Thats me, front and center leading the break on the first lap
It’s the level that Dante forgot. That wheel, that forsaken bit of rubber, it’s just there, no more than a few feet away, and yet – it’s like a mirage. It may as well be on the other side of the universe. You’ll never make it. Dig deep, dig even deeper, it’ll still make no difference. When you’ve gone, you’ve gone. Simple as that…
Had he been a cyclist, Dante would definitely have included it in his Terraces of Terror, squeezed in somewhere perhaps between the Lake of the Treacherous and The Virtuous Pagans. `The Wheel Of Torment`, he might have called it.
What on earth am I dribbling on about? Good question.

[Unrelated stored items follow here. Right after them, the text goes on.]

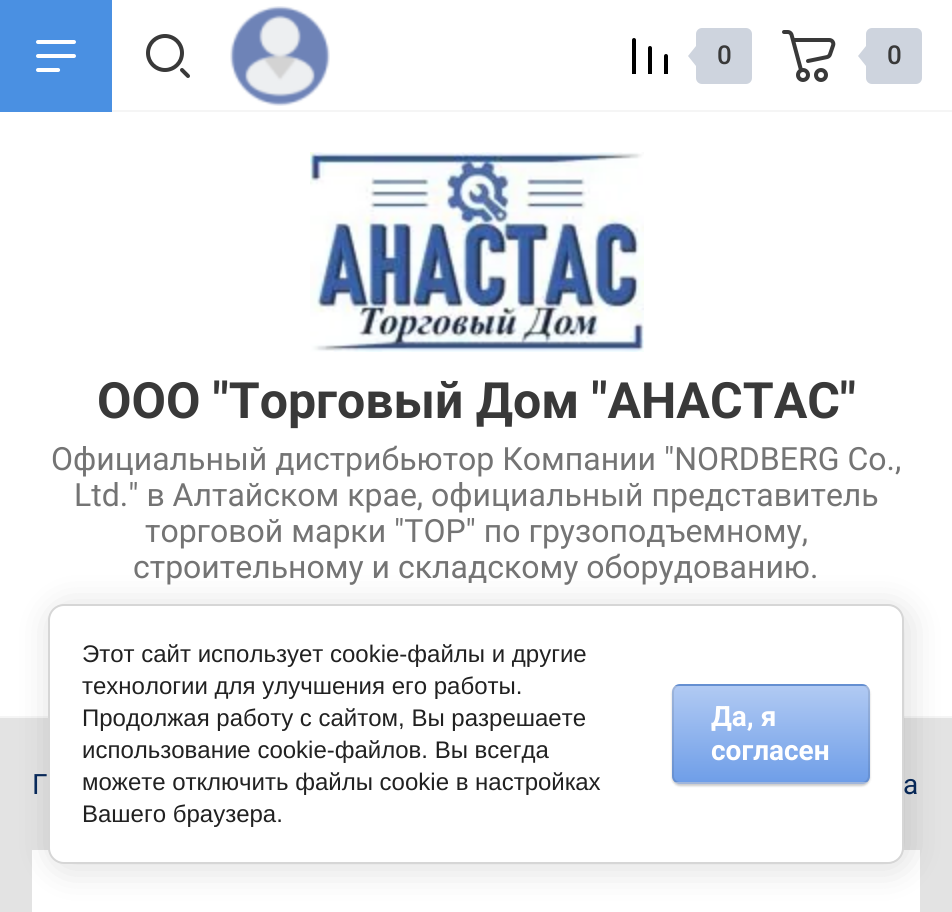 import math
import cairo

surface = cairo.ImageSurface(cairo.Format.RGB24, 952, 912)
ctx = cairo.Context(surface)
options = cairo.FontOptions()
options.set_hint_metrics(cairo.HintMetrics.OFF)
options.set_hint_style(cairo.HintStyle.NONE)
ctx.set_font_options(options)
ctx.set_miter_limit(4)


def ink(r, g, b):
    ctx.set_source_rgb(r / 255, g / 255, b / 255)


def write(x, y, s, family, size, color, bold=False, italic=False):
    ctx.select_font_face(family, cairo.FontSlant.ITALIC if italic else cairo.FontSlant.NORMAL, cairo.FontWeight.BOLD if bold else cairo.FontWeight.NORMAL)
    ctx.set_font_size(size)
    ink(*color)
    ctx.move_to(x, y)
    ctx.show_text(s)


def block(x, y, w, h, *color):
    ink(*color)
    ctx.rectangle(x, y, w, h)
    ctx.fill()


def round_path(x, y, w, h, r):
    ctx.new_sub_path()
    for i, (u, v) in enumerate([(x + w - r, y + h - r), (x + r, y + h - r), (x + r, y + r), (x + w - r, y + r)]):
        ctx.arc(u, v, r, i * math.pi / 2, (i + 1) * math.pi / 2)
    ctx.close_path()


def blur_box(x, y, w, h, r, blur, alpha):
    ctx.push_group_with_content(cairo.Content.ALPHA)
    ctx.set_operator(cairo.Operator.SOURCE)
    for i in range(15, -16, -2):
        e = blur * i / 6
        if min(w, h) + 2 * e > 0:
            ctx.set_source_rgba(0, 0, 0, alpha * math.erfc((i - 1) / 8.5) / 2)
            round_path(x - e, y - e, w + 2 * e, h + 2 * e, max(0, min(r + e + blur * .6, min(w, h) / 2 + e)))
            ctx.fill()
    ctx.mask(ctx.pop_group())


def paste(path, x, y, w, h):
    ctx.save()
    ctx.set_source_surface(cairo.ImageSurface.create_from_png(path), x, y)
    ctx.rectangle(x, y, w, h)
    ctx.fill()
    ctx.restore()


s1 = dict(family="Roboto Medium", size=26, color=(57, 57, 57))
s2 = dict(family="Roboto", size=50, color=(57, 57, 57), bold=True)
s3 = dict(family="Roboto", size=32, color=(116, 116, 116))
s4 = dict(family="Roboto", size=28, color=(8, 42, 92))
s5 = dict(family="Liberation Sans", size=24, color=(33, 33, 33))
s6 = dict(family="Roboto", size=28, color=(255, 255, 255), bold=True)

ink(227, 227, 227)
ctx.paint()
block(0, 0, 952, 716, 255, 255, 255)
block(0, 716, 952, 2, 245, 245, 245)
block(112, 110, 840, 2, 245, 245, 245)
block(0, 0, 112, 112, 74, 144, 226)
paste("pic1.png", 36, 40, 40, 32)
paste("pic2.png", 146, 34, 44, 44)
paste("pic3.png", 230, 6, 100, 100)
paste("pic4.png", 632, 38, 36, 36)
ink(206, 212, 222)
round_path(696, 28, 56, 56, 6)
ctx.fill()
ctx.new_path()
ctx.move_to(696, 46)
ctx.line_to(696, 66)
ctx.line_to(688, 56)
ctx.close_path()
ctx.fill()
write(717, 64, "0", **s1)
paste("pic5.png", 782, 30, 54, 52)
ink(206, 212, 222)
round_path(866, 28, 56, 56, 6)
ctx.fill()
ctx.new_path()
ctx.move_to(866, 46)
ctx.line_to(866, 66)
ctx.line_to(858, 56)
ctx.close_path()
ctx.fill()
write(887, 64, "0", **s1)
paste("pic6.png", 310, 152, 334, 200)
write(97, 418, "ООО \"Торговый Дом \"АНАСТАС\"", **s2)
write(51, 470, "Официальный дистрибьютор Компании \"NORDBERG Co.,", **s3)
write(74, 506, "Ltd.\" в Алтайском крае, официальный представитель", **s3)
write(145, 542, "торговой марки \"ТОР\" по грузоподъемному,", **s3)
write(133, 578, "строительному и складскому оборудованию.", **s3)
write(32, 794, "Г", **s4)
write(903, 794, "а", **s4)
block(32, 850, 888, 62, 255, 255, 255)
ink(0, 0, 0)
blur_box(52, 608, 856, 260, 16, 18, 0.14)
ink(255, 255, 255)
round_path(49, 605, 854, 258, 15)
ctx.fill_preserve()
ink(214, 214, 214)
ctx.stroke()
write(82, 662, "Этот сайт использует cookie-файлы и другие", **s5)
write(82, 694, "технологии для улучшения его работы.", **s5)
write(82, 726, "Продолжая работу с сайтом, Вы разрешаете", **s5)
write(82, 758, "использование cookie-файлов. Вы всегда", **s5)
write(82, 790, "можете отключить файлы cookie в настройках", **s5)
write(82, 822, "Вашего браузера.", **s5)
ink(0, 0, 0)
blur_box(672, 686, 198, 100, 8, 1, 0.2)
ctx.save()
round_path(672, 684, 198, 100, 8)
ctx.clip()
gradient = cairo.LinearGradient(771, 590, 771, 686)
gradient.add_color_stop_rgba(0, 0.694, 0.792, 0.953, 1)
gradient.add_color_stop_rgba(1, 0.435, 0.62, 0.91, 1)
ctx.set_source(gradient)
ctx.rectangle(672, 684, 198, 2)
ctx.fill()
gradient = cairo.LinearGradient(771, 686, 771, 782)
gradient.add_color_stop_rgba(0, 0.694, 0.792, 0.953, 1)
gradient.add_color_stop_rgba(1, 0.435, 0.62, 0.91, 1)
ctx.set_source(gradient)
ctx.rectangle(672, 686, 198, 96)
ctx.fill()
gradient = cairo.LinearGradient(771, 782, 771, 878)
gradient.add_color_stop_rgba(0, 0.694, 0.792, 0.953, 1)
gradient.add_color_stop_rgba(1, 0.435, 0.62, 0.91, 1)
ctx.set_source(gradient)
ctx.rectangle(672, 782, 198, 2)
ctx.fill()
ctx.restore()
round_path(673, 685, 196, 98, 7)
ctx.set_source_rgba(0, 0, 0, 0.1)
ctx.stroke()
write(711, 726, "Да, я", **s6)
write(711, 760, "согласен", **s6)
surface.write_to_png("screenshot.png") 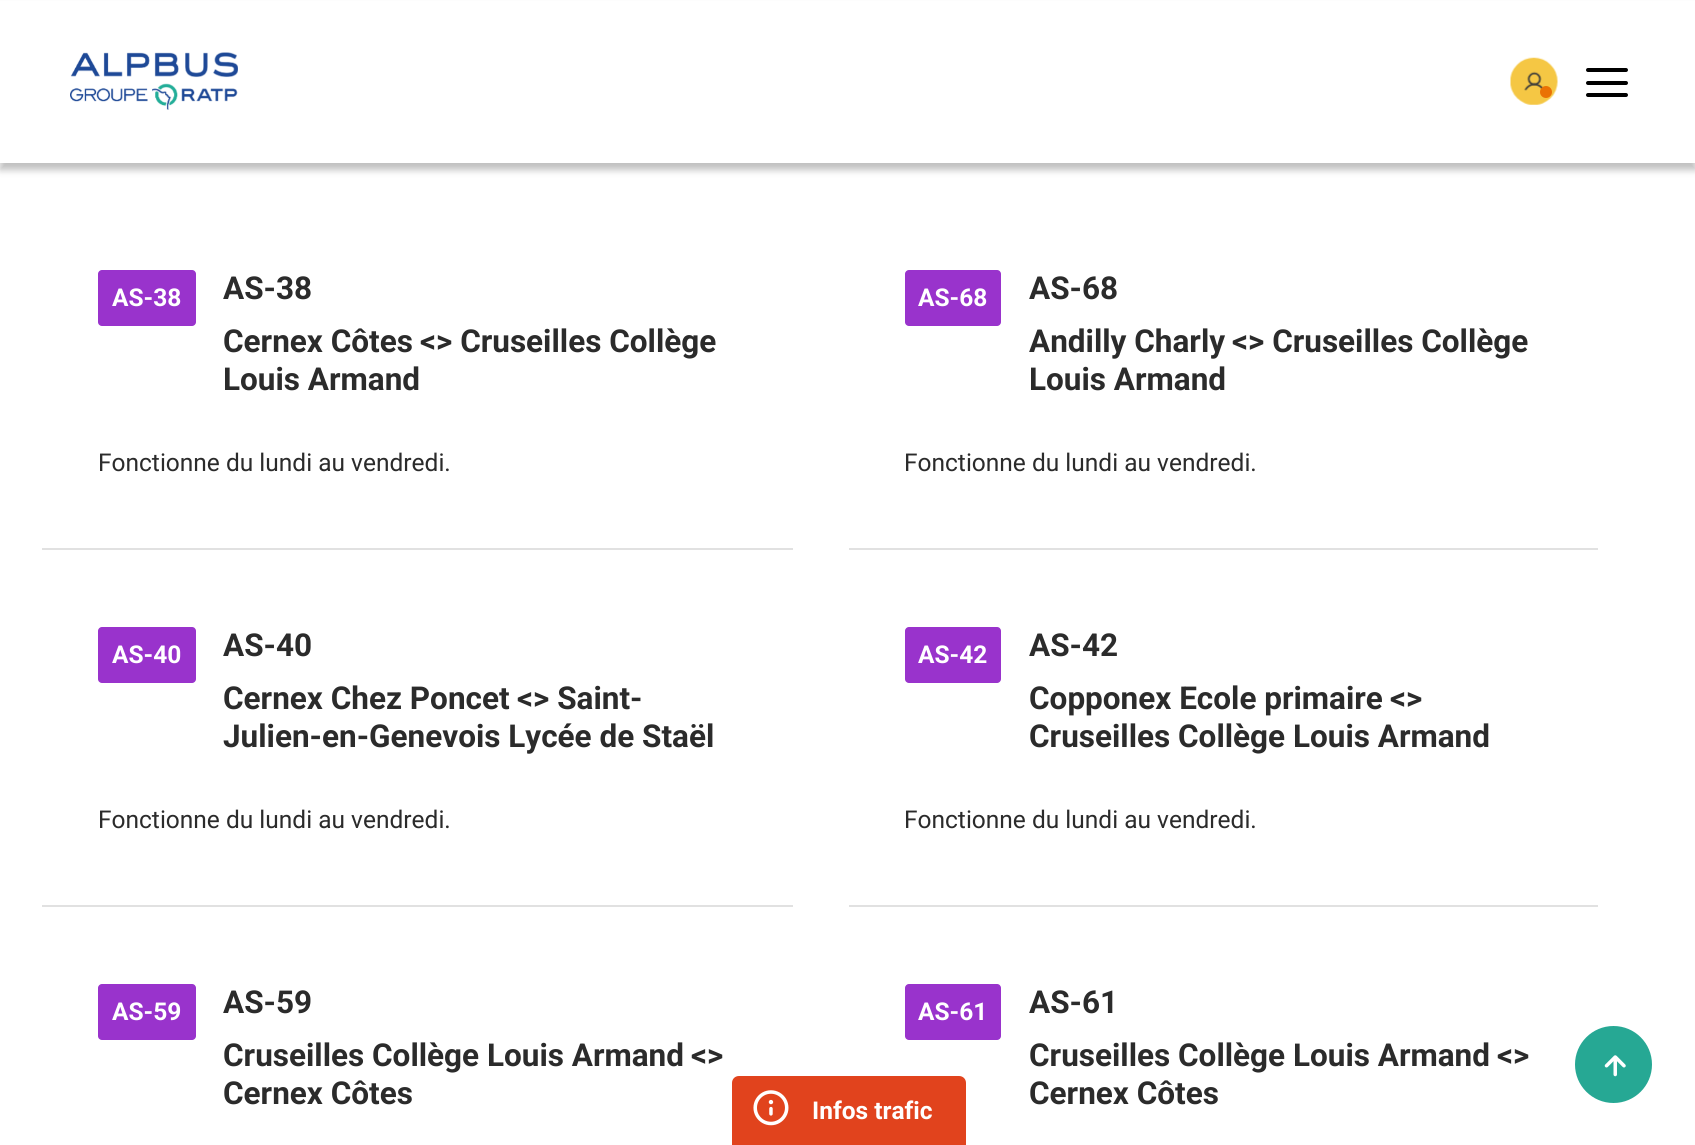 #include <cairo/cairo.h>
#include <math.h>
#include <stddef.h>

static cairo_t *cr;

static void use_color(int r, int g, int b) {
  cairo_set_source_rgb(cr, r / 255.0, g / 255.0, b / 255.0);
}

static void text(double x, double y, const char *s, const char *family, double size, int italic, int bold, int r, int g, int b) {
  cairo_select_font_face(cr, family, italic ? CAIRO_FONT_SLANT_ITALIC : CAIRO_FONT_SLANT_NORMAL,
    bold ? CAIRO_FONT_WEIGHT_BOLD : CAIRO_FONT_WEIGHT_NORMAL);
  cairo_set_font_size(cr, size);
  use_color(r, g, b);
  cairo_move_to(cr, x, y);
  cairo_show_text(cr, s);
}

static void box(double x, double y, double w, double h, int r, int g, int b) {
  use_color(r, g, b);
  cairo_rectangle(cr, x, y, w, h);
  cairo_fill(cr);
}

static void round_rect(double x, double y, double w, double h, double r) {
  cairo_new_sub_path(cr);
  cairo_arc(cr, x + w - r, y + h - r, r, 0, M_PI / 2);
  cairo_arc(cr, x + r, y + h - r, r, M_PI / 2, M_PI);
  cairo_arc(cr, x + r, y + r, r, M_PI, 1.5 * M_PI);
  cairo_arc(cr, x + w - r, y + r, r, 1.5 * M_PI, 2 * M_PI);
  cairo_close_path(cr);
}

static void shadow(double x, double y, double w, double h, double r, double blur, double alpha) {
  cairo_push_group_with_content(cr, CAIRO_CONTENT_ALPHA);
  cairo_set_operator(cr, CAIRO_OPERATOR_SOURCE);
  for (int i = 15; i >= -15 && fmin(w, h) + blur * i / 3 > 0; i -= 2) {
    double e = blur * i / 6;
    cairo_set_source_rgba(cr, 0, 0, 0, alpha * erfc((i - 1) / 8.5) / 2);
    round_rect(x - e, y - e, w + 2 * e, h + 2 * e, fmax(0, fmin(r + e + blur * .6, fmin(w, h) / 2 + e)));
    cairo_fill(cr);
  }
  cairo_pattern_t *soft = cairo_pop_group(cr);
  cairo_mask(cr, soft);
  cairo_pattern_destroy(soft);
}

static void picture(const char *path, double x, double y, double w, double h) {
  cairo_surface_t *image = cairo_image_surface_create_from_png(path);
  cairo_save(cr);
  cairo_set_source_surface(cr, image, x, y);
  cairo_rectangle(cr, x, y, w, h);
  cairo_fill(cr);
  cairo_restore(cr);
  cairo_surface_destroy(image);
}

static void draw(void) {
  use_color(255, 255, 255);
  cairo_paint(cr);
  box(42, 548, 751, 2, 225, 225, 225);
  use_color(153, 51, 204);
  round_rect(98, 270, 98, 56, 4);
  cairo_fill(cr);
  box(849, 548, 749, 2, 225, 225, 225);
  use_color(153, 51, 204);
  round_rect(905, 270, 96, 56, 4);
  cairo_fill(cr);
  box(42, 905, 751, 2, 225, 225, 225);
  use_color(153, 51, 204);
  round_rect(98, 627, 98, 56, 4);
  cairo_fill(cr);
  box(849, 905, 749, 2, 225, 225, 225);
  use_color(153, 51, 204);
  round_rect(905, 627, 96, 56, 4);
  cairo_fill(cr);
  round_rect(98, 984, 98, 56, 4);
  cairo_fill(cr);
  round_rect(905, 984, 96, 56, 4);
  cairo_fill(cr);
  use_color(38, 168, 148);
  cairo_arc(cr, 1613.5, 1064.5, 37.5, 0, 2 * M_PI);
  cairo_fill_preserve(cr);
  cairo_stroke(cr);
  picture("img_01.png", 1604, 1055, 22, 22);
  use_color(0, 0, 0);
  shadow(0, 7, 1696, 163, 0, 3.5, 0.25);
  box(0, 1, 1695, 162, 255, 255, 255);
  picture("img_02.png", 70, 52, 168, 58);
  picture("img_03.png", 1510, 57, 48, 48);
  use_color(234, 114, 4);
  cairo_arc(cr, 1546, 92, 6, 0, 2 * M_PI);
  cairo_fill(cr);
  use_color(0, 0, 0);
  round_rect(1586, 81, 42, 4, 2);
  cairo_fill(cr);
  round_rect(1586, 68, 42, 4, 2);
  cairo_fill(cr);
  round_rect(1586, 93, 42, 4, 2);
  cairo_fill(cr);
  use_color(225, 67, 29);
  cairo_new_path(cr);
  cairo_move_to(cr, 739, 1076);
  cairo_line_to(cr, 959, 1076);
  cairo_curve_to(cr, 963, 1076, 966, 1079, 966, 1083);
  cairo_line_to(cr, 966, 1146);
  cairo_line_to(cr, 732, 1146);
  cairo_line_to(cr, 732, 1083);
  cairo_curve_to(cr, 732, 1079, 735, 1076, 739, 1076);
  cairo_close_path(cr);
  cairo_fill(cr);
  picture("img_04.png", 753, 1090, 36, 36);
  text(112, 306, "AS-38", "Roboto", 24.5, 0, 1, 255, 255, 255);
  text(223, 299, "AS-38", "Roboto", 31.5, 0, 1, 43, 43, 43);
  text(223, 352, "Cernex Côtes", "Roboto", 31.5, 0, 1, 43, 43, 43);
  text(420, 352, "<> Cruseilles Collège", "Roboto", 31.5, 0, 1, 43, 43, 43);
  text(223, 390, "Louis Armand", "Roboto", 31.5, 0, 1, 43, 43, 43);
  text(98, 471, "Fonctionne du lundi au vendredi.", "Roboto", 24.5, 0, 0, 43, 43, 43);
  text(918, 306, "AS-68", "Roboto", 24.5, 0, 1, 255, 255, 255);
  text(1029, 299, "AS-68", "Roboto", 31.5, 0, 1, 43, 43, 43);
  text(1029, 352, "Andilly Charly", "Roboto", 31.5, 0, 1, 43, 43, 43);
  text(1232, 352, "<> Cruseilles Collège", "Roboto", 31.5, 0, 1, 43, 43, 43);
  text(1029, 390, "Louis Armand", "Roboto", 31.5, 0, 1, 43, 43, 43);
  text(904, 471, "Fonctionne du lundi au vendredi.", "Roboto", 24.5, 0, 0, 43, 43, 43);
  text(112, 663, "AS-40", "Roboto", 24.5, 0, 1, 255, 255, 255);
  text(223, 656, "AS-40", "Roboto", 31.5, 0, 1, 43, 43, 43);
  text(223, 709, "Cernex Chez Poncet", "Roboto", 31.5, 0, 1, 43, 43, 43);
  text(517, 709, "<> Saint-", "Roboto", 31.5, 0, 1, 43, 43, 43);
  text(223, 747, "Julien-en-Genevois Lycée de Staël", "Roboto", 31.5, 0, 1, 43, 43, 43);
  text(98, 828, "Fonctionne du lundi au vendredi.", "Roboto", 24.5, 0, 0, 43, 43, 43);
  text(918, 663, "AS-42", "Roboto", 24.5, 0, 1, 255, 255, 255);
  text(1029, 656, "AS-42", "Roboto", 31.5, 0, 1, 43, 43, 43);
  text(1029, 709, "Copponex Ecole primaire", "Roboto", 31.5, 0, 1, 43, 43, 43);
  text(1390, 709, "<>", "Roboto", 31.5, 0, 1, 43, 43, 43);
  text(1029, 747, "Cruseilles Collège Louis Armand", "Roboto", 31.5, 0, 1, 43, 43, 43);
  text(904, 828, "Fonctionne du lundi au vendredi.", "Roboto", 24.5, 0, 0, 43, 43, 43);
  text(112, 1020, "AS-59", "Roboto", 24.5, 0, 1, 255, 255, 255);
  text(223, 1013, "AS-59", "Roboto", 31.5, 0, 1, 43, 43, 43);
  text(223, 1066, "Cruseilles Collège Louis Armand", "Roboto", 31.5, 0, 1, 43, 43, 43);
  text(691, 1066, "<>", "Roboto", 31.5, 0, 1, 43, 43, 43);
  text(223, 1104, "Cernex Côtes", "Roboto", 31.5, 0, 1, 43, 43, 43);
  text(918, 1020, "AS-61", "Roboto", 24.5, 0, 1, 255, 255, 255);
  text(1029, 1013, "AS-61", "Roboto", 31.5, 0, 1, 43, 43, 43);
  text(1029, 1066, "Cruseilles Collège Louis Armand", "Roboto", 31.5, 0, 1, 43, 43, 43);
  text(1497, 1066, "<>", "Roboto", 31.5, 0, 1, 43, 43, 43);
  text(1029, 1104, "Cernex Côtes", "Roboto", 31.5, 0, 1, 43, 43, 43);
  text(812, 1119, "Infos trafic", "Roboto", 24.5, 0, 1, 255, 255, 255);
}

int main(void) {
  cairo_surface_t *surface = cairo_image_surface_create(CAIRO_FORMAT_RGB24, 1695, 1145);
  cr = cairo_create(surface);
  cairo_font_options_t *options = cairo_font_options_create();
  cairo_font_options_set_hint_metrics(options, CAIRO_HINT_METRICS_OFF);
  cairo_font_options_set_hint_style(options, CAIRO_HINT_STYLE_NONE);
  cairo_set_font_options(cr, options);
  cairo_set_miter_limit(cr, 4);
  draw();
  cairo_surface_write_to_png(surface, "out.png");
  cairo_font_options_destroy(options);
  cairo_destroy(cr);
  cairo_surface_destroy(surface);
  return 0;
}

Sunday saw the first of the twelve race J-Tour Pro/Am series get underway with a 162-kilometer jaunt around a roller-coastering 6-kilometer course up in Gunma Prefecture, a sleepy little place in the mountains about an hour outside of Tokyo. An hour before the start the sun finally made an appearance after 2 days of rain and started to dry out the road, which was timely, as the course was an accident waiting to happen, with narrow, tight bends on the descent leaving little room for the 160 riders crammed onto the tarmac.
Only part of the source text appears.